Venn diagrams showing the numbers of genes and transcripts with significant (A) increase or (B) decrease in relative abundances after chlorination in SC and ST (p < 0.05, Quasi-likelihood F-test). The overlapping circles indicate the numbers of genes or transcripts commonly found in the sample groups.

Figure 5

Metabolic pathways of genes and transcripts with significant increase in relative abundance after chlorination in SC or ST samples (p < 0.05, Quasi-likelihood F-test). Color scale indicates the number of gene or transcript mapped in that pathway. Absence of dot means that no gene or transcript of that pathway was enriched. The metabolic pathways are divided into two panels for clear visualization.

Figure 6

Pathogenicity pathways of genes and transcripts with significant increase in relative abundance after chlorination in SC or ST samples (p < 0.05, Quasi-likelihood F-test). Color scale indicates the number of gene or transcript mapped in that pathway. Absence of dot means that no gene or transcript of that pathway was enriched.

Figure 7

Cellular sensing, signaling and response pathways of genes and transcripts with significant increase in relative abundance after chlorination in SC or ST samples (p < 0.05, Quasi-likelihood F-test).
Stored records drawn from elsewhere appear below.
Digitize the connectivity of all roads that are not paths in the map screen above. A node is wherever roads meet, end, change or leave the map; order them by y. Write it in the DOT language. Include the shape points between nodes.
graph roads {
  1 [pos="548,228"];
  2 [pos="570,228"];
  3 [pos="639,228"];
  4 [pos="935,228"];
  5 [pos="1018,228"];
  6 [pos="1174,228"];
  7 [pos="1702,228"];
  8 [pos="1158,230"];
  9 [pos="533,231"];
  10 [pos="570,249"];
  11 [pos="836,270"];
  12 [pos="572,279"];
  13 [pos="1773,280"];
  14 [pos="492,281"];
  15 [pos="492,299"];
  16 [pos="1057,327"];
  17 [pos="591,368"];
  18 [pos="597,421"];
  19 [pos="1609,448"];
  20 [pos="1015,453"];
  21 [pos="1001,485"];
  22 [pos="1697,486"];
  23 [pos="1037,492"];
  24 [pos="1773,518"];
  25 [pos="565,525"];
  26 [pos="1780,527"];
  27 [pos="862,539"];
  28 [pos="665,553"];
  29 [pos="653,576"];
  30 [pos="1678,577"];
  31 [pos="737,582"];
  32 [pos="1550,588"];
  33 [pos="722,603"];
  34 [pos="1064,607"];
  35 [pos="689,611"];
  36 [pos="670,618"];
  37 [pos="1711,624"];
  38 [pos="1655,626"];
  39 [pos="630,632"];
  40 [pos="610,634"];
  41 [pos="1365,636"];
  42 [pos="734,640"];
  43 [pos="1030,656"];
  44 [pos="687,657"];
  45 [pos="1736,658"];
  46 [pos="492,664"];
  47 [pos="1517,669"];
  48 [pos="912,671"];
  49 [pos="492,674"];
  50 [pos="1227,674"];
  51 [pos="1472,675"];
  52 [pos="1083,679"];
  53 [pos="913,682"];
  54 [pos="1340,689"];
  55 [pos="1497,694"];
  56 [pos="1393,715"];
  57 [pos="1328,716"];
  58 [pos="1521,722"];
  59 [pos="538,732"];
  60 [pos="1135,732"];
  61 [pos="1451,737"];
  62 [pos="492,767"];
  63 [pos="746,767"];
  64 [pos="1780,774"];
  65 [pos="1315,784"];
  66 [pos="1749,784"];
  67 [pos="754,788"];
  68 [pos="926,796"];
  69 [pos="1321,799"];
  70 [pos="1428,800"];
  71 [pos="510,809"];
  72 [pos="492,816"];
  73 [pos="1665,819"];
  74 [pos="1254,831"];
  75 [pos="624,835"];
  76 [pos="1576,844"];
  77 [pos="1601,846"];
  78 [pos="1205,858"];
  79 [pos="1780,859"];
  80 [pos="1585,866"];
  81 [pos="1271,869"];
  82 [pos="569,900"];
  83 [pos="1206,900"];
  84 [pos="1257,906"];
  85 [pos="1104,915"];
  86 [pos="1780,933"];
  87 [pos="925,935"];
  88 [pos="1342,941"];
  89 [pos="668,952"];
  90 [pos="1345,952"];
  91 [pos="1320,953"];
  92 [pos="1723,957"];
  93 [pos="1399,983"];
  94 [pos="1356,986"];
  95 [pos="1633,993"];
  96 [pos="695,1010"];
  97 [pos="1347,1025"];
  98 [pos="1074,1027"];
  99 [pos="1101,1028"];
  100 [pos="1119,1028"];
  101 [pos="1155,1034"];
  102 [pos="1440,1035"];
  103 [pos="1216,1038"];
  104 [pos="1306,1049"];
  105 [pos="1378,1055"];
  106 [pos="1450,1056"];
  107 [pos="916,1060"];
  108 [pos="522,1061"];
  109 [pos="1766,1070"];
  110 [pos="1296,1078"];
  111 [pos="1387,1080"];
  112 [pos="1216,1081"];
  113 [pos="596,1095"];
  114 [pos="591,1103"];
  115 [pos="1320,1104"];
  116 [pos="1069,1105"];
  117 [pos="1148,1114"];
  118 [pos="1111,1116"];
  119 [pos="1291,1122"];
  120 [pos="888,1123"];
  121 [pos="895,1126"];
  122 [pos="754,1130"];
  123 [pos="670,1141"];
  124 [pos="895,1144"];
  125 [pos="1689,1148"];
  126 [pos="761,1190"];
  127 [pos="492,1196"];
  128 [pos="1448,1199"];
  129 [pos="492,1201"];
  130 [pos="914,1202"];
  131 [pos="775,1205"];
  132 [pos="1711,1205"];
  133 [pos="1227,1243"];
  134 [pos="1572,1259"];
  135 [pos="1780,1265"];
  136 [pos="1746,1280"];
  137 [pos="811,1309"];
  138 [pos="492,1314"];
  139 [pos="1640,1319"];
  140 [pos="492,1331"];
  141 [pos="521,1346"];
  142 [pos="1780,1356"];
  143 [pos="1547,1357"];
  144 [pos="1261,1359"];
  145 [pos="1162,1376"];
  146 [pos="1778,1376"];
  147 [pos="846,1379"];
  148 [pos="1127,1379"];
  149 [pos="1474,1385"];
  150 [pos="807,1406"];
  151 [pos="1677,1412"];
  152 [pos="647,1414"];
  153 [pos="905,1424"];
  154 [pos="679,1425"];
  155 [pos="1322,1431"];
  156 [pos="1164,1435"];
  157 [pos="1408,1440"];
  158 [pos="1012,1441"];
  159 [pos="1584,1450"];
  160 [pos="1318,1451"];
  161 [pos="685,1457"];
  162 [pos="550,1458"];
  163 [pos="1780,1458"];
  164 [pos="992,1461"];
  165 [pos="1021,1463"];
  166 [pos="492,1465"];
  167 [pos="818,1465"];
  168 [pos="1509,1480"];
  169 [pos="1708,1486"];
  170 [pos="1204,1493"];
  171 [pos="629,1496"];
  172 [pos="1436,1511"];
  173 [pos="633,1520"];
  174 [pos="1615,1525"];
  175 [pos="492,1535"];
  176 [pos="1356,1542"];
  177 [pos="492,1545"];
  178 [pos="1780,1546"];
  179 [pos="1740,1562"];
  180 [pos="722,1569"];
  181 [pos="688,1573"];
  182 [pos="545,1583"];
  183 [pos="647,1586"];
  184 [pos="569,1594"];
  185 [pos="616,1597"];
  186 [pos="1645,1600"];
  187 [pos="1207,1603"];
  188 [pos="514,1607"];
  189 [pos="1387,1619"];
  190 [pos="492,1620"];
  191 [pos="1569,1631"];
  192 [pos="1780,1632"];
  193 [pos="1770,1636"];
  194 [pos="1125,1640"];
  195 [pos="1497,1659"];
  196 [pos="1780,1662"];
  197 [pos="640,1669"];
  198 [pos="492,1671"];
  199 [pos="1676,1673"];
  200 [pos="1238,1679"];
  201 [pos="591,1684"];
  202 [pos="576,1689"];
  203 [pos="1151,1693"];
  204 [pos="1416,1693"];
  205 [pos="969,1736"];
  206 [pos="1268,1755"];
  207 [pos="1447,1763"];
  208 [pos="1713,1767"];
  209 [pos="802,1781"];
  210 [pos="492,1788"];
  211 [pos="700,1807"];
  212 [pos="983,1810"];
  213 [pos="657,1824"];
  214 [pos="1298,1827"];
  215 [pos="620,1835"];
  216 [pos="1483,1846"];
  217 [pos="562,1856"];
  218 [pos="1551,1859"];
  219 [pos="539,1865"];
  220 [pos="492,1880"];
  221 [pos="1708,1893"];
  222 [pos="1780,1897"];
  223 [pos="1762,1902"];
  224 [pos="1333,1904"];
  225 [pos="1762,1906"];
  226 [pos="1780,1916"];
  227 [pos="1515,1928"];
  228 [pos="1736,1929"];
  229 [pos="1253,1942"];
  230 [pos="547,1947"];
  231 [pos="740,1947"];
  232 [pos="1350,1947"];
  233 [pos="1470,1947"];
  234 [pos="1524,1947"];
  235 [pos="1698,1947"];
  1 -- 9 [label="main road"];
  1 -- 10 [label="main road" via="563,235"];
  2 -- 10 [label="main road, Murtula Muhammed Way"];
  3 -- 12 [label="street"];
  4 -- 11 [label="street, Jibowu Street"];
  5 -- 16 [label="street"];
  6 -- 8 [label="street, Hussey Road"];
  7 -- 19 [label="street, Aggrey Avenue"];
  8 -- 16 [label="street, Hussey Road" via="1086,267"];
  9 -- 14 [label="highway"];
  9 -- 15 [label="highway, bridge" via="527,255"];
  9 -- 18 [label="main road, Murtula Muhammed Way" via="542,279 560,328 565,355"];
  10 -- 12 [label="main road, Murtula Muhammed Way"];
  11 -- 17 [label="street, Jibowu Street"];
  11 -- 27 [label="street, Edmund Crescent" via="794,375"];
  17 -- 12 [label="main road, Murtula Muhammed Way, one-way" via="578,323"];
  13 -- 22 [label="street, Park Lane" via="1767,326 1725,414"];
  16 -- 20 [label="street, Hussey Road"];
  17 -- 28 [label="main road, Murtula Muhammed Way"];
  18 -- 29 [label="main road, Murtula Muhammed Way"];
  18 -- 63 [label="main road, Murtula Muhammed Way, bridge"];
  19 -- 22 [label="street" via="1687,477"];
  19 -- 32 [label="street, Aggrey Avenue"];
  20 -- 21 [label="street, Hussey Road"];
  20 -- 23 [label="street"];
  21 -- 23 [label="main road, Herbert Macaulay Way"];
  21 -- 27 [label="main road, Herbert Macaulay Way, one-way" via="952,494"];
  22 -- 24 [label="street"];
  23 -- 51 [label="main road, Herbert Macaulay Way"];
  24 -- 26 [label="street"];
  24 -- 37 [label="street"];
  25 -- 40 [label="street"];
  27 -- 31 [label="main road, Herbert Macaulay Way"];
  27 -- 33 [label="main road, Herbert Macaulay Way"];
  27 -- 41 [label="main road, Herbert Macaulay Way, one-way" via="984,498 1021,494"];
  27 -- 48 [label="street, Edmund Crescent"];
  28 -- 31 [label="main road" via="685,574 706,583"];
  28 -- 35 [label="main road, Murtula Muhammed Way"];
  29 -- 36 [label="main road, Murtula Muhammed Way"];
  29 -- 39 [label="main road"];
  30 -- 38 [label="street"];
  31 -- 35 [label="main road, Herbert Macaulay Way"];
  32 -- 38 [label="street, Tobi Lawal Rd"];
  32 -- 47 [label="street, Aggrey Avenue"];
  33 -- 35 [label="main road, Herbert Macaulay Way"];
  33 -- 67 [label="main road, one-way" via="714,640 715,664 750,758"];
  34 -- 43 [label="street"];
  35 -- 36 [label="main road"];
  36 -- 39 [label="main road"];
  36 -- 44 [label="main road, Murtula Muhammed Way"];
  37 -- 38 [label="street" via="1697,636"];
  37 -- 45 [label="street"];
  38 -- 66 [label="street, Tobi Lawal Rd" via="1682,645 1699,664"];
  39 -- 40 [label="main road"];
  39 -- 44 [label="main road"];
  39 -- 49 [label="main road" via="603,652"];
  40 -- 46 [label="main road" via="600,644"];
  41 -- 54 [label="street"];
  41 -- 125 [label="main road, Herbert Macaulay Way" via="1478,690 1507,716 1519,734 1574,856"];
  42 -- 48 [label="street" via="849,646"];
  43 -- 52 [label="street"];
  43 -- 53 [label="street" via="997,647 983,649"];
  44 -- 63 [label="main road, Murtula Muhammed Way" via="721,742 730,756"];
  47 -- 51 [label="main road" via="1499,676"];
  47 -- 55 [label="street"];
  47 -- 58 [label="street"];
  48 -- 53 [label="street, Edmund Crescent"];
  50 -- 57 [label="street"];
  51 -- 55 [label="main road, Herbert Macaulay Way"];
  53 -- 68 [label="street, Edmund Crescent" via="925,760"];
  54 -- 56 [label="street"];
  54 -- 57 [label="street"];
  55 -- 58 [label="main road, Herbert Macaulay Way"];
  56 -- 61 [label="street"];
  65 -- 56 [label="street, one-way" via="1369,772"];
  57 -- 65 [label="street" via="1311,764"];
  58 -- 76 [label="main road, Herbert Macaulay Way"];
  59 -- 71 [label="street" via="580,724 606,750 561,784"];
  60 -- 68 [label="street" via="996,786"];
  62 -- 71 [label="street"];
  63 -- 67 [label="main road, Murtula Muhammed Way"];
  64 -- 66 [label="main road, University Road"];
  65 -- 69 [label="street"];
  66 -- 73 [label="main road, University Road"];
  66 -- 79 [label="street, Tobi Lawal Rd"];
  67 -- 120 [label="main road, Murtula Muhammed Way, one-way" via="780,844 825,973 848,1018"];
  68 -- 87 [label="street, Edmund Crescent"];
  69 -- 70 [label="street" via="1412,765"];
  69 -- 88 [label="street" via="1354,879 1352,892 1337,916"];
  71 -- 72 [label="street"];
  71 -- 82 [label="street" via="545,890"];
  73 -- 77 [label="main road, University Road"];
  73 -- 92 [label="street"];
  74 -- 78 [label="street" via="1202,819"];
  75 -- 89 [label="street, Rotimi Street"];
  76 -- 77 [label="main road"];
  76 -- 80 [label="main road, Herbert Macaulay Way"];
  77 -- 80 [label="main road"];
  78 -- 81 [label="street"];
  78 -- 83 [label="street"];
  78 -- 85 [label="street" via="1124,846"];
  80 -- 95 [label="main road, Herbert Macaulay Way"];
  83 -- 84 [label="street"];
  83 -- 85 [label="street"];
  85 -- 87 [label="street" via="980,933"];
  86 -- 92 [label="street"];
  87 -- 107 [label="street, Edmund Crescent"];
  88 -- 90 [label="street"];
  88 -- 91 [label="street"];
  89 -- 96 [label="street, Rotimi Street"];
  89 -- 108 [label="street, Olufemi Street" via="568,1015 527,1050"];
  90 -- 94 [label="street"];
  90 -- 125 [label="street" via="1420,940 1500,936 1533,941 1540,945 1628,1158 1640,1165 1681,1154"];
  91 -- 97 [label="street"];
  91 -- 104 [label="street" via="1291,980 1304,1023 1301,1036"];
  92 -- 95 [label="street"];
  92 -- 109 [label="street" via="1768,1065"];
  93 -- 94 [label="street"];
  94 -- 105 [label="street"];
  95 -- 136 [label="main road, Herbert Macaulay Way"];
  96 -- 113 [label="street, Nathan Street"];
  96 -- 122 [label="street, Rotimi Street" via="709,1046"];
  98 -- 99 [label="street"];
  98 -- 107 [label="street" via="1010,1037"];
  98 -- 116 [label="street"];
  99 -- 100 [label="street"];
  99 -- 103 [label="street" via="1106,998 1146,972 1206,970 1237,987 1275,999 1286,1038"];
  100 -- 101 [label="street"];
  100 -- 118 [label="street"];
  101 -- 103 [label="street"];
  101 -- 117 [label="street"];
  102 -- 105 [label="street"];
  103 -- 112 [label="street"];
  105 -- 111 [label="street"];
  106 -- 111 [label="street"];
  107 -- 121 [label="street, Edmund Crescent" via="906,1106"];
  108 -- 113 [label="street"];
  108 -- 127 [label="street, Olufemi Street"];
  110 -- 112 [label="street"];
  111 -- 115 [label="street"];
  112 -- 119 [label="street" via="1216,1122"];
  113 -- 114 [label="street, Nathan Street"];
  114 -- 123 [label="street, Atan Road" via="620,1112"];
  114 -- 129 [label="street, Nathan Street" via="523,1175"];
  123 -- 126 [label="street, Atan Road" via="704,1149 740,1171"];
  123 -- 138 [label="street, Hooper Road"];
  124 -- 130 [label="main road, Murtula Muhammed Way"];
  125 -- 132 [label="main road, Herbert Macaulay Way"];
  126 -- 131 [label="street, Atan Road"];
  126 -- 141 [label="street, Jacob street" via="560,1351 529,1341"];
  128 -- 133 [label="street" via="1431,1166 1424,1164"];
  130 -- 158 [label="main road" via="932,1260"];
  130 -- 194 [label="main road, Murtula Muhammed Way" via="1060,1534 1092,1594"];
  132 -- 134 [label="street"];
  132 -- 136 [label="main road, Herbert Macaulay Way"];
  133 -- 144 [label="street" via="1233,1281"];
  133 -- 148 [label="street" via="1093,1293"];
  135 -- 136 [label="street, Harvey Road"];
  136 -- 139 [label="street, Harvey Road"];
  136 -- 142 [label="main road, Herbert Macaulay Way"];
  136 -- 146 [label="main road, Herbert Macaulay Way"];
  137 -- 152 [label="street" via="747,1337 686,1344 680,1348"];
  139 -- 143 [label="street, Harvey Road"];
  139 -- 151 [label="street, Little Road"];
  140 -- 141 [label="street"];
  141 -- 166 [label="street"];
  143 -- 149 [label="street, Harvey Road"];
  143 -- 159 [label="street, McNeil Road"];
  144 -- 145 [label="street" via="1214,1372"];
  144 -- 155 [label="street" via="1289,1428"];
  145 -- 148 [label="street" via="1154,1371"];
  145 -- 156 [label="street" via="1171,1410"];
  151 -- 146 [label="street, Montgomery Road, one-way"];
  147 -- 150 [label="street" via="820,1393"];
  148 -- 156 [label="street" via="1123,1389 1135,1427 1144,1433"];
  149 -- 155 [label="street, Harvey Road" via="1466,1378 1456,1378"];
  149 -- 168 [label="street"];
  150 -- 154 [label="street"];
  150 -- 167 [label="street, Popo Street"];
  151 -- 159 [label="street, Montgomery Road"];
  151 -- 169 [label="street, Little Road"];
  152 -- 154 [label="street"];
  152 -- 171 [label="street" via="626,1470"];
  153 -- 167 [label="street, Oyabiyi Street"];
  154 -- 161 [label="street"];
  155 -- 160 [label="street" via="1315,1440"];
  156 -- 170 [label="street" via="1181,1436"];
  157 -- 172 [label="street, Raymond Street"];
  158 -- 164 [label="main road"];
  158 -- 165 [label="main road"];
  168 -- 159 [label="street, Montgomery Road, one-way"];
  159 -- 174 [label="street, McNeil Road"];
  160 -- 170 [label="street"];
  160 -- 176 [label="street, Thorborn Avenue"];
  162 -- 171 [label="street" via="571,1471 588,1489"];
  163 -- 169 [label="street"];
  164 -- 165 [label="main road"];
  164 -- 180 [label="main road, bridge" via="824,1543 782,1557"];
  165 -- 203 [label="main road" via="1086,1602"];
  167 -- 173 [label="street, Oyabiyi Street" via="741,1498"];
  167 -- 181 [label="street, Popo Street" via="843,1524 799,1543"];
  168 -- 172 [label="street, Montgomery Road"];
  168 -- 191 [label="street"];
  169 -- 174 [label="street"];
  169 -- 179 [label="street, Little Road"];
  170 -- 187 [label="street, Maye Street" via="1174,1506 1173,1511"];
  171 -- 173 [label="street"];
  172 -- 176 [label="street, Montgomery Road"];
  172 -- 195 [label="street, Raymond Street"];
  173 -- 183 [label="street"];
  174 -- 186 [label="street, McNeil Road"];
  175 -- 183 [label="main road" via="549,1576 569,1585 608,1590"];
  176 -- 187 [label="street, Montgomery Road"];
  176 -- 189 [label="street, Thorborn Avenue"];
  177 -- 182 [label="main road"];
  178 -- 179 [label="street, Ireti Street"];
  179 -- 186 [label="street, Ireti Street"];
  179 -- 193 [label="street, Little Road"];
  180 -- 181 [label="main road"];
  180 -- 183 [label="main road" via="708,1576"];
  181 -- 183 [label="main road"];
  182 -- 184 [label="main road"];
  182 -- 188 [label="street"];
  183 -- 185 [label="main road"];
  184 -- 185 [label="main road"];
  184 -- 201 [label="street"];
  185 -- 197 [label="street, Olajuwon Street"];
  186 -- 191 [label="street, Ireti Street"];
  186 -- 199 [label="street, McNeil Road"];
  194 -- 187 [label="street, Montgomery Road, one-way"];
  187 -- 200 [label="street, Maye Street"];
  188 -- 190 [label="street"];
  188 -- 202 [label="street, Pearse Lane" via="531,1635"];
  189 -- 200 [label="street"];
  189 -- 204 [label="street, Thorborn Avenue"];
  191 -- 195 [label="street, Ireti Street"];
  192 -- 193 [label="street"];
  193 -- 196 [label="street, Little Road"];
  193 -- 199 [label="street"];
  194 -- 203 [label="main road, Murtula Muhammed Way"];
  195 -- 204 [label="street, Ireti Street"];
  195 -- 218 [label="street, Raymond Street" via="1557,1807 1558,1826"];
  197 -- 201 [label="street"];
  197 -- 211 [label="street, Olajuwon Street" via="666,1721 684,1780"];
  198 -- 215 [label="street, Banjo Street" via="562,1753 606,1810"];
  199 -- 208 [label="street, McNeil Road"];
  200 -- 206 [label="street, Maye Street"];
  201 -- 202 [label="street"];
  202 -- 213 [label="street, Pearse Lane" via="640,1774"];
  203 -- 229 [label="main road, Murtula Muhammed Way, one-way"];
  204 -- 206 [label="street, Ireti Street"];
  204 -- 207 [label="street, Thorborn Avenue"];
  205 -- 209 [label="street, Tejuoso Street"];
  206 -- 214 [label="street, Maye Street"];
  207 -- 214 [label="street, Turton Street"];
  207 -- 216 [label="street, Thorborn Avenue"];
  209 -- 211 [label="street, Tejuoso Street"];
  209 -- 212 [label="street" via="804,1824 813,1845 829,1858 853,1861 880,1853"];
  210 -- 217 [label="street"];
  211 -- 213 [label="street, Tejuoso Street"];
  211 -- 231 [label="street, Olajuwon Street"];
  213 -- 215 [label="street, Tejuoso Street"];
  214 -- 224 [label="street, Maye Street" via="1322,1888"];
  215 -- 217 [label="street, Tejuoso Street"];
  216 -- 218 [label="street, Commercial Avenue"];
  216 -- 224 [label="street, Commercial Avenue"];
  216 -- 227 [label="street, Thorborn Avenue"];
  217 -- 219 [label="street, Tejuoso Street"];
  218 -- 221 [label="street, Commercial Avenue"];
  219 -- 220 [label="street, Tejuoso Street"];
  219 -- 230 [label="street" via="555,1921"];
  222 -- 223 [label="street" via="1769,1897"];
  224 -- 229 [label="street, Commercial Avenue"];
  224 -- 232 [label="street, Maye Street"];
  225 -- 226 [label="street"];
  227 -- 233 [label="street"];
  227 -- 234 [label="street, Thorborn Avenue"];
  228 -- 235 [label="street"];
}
Color scale indicates the number of gene or transcript mapped in that pathway. Absence of dot means that no gene or transcript of that pathway was enriched.

Figure 8

Genetic information processing pathways of genes and transcripts with significant increase in relative abundance after chlorination in SC or ST samples (p < 0.05, Quasi-likelihood F-test). Color scale indicates the number of gene or transcript mapped in that pathway. Absence of dot means that no gene or transcript of that pathway was enriched.

Figure 9

Phylogenetic tree of MAGs. The relative abundances of each MAGs in pre-chlorination (Pre) or post-chlorination (Post) samples of SC and ST are shown in the heatmap. Color scale of the heatmap represented the z-scores of relative abundances of each MAG. CPM stands for coverage per million reads. The genome sizes and gene counts of MAGs are indicated by the bar plots. Red dots indicate the novel genomes which have < 95% ANI with any known MAG in the GTDB. Leaf names in red mean MAGs recovering from SC samples, while those in blue mean recovering from ST samples.

Figure 10

Functional profiles of MAGs. The dot size and color represent the range of z-scores of the gene copies of each functional pathway. Absence of dot means that no gene of the pathway was found in that MAG. The clades of Bacteroidota, Campylobacterales, Burkholderiales, and Enterobacterales are indicated in the phylogenetic tree.